Henricksen: Breaking down Jalen Brunson’s recruitment

Stevenson's Jalen Brunson shoots for 3 points in front of the Stevenson student section during the IHSA Sectional game between Fremd and Stevenson. | Nic Summers/for Sun-Times Media

Sure he’s the No. 1 player in the state with a winning pedigree. He’s a top 25 talent in the country who will likely be a McDonald’s All-American.

But you know why the Jalen Brunson recruitment is so cool? Because it’s different. He’s a nationally-recognized player from Illinois who won’t have Coach K, Cal, Pitino or Self visiting the Stevenson open gyms this fall.

Think about that for a moment. The ballyhooed list of Jahlil Okafor, Cliff Alexander, Jabari Parker, Wayne Blackshear, Anthony Davis, Derrick Rose, Sherron Collins, Julian Wright, Jon Scheyer and Shaun Livingston all signed with one of those four coaches in the past 10 years.

The sharp, basketball-minded Brunson sought out schools that made sense to him on various levels, who he had a connection with, who made an impression on him during the recruiting process and, in return, he stayed true to.

The race for the state’s top player is heading down the stretch, with five left standing for the Stevenson star: Illinois, Michigan State, Purdue, Temple and Villanova.

The official visits begin this weekend with a trip to Champaign. Here is a breakdown of the pros and cons –– some little, some big –– for each program as they relate to Brunson as each continues their hot pursuit of arguably the best point guard prospect in the nation in the Class of 2015.

ILLINOIS
Visiting: Aug. 29-31

Pros
■ Point guard is a major position of need for coach John Groce and Illinois. The opportunity to run the show at a Big Ten program is immediate. Brunson would have the ball in his hands for 35 minutes a game the moment he steps on campus, controlling the game in a true ball-screen offense.

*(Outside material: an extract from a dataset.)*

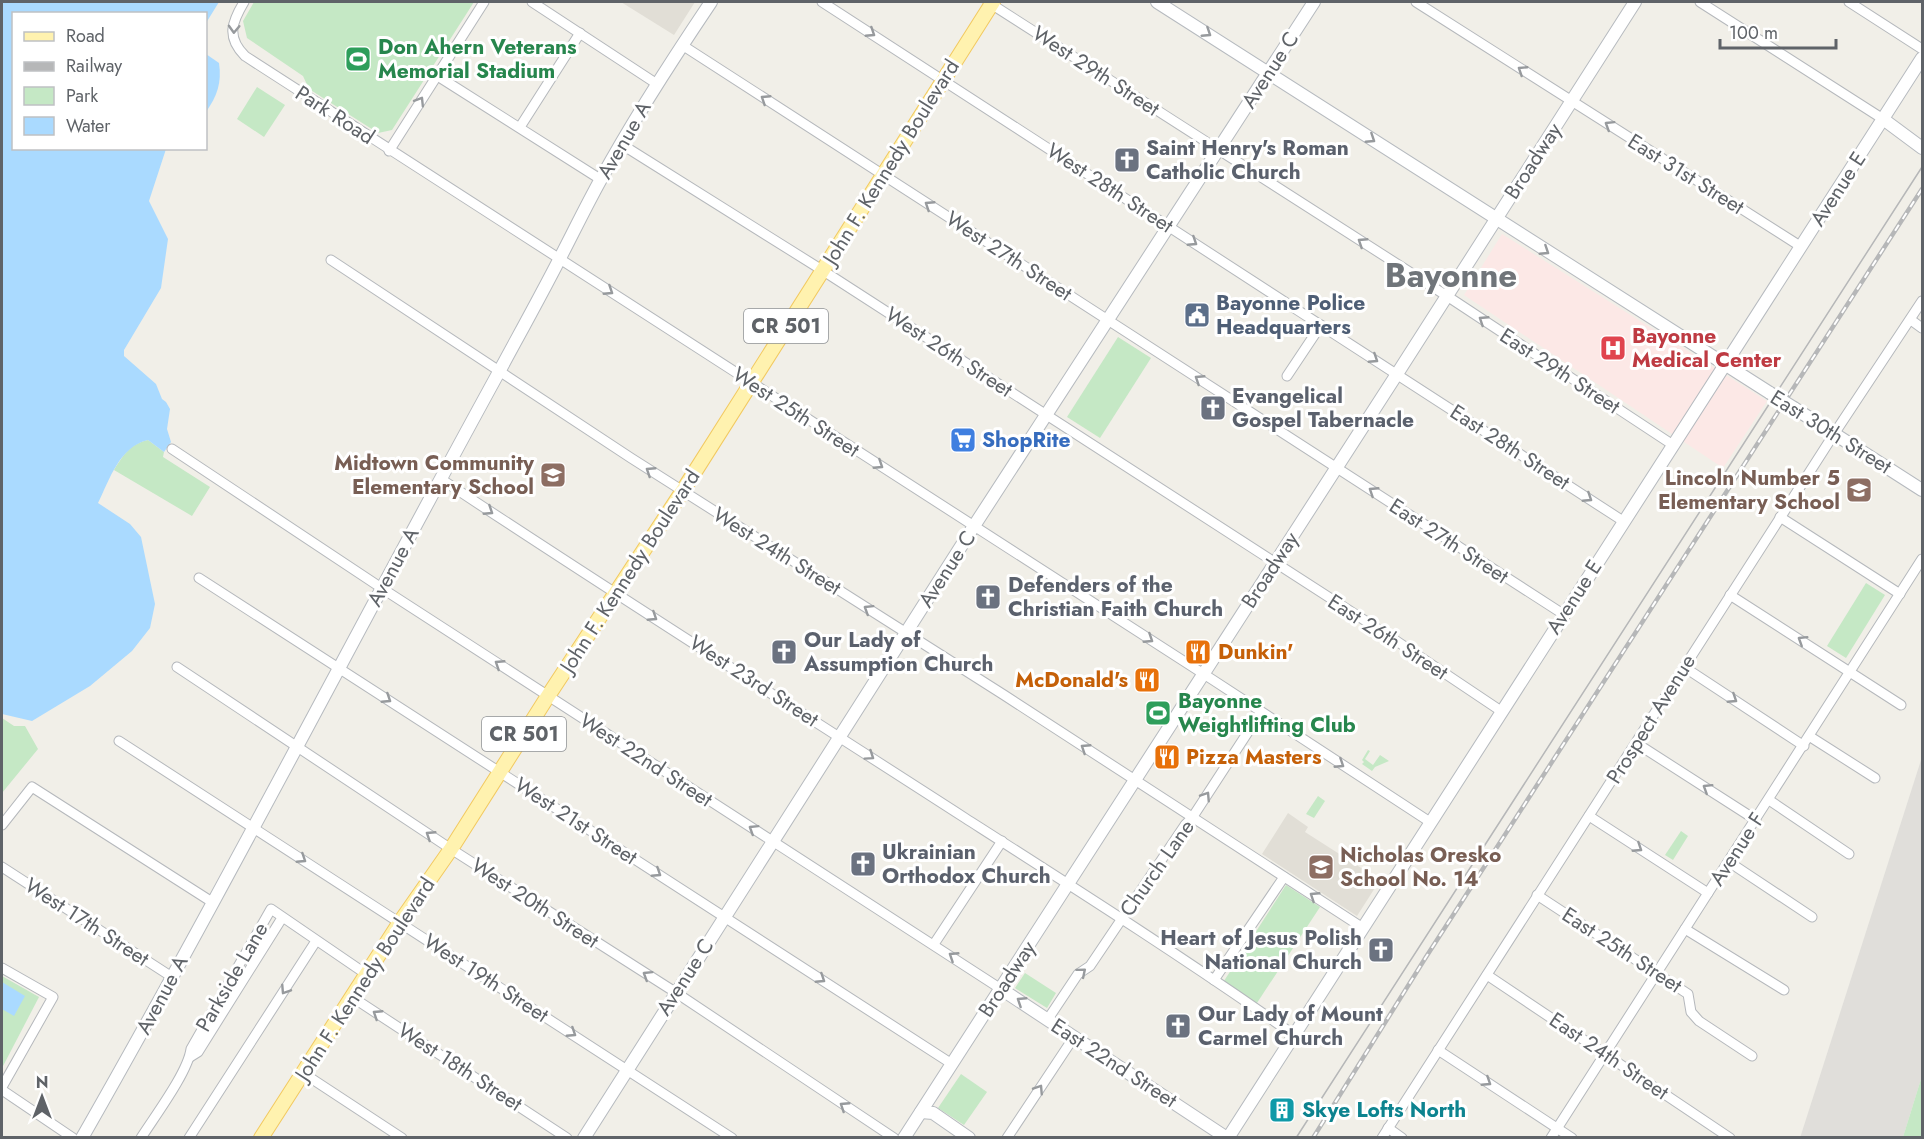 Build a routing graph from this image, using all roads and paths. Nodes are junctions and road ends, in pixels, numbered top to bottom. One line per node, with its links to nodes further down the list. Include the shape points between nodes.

■ Although personnel has prevented Groce from truly showing it thus far in his two seasons at Illinois, this system is fueled by the play of the point guard. Just watch a highlight tape of D.J. Cooper during Groce’s successful runs at Ohio and any point guard’s eyes would light up.

■ The supporting cast continues to be upgraded each year under Groce, with what will be a solid, experienced nucleus –– along with a nice incoming recruiting class –– surrounding Brunson early in his career (Kendrick Nunn and Malcolm Hill will be juniors, Aaron Cosby a senior and Leron Black a sophomore).

■ Opportunity to play in the Big Ten Conference, traditionally one of the top two leagues in the nation each and every year and one that leads the country in attendance –– each and every year. This past season the Big Ten broke its own all-conference men’s basketball attendance record by averaging 13,500-plus fans a game.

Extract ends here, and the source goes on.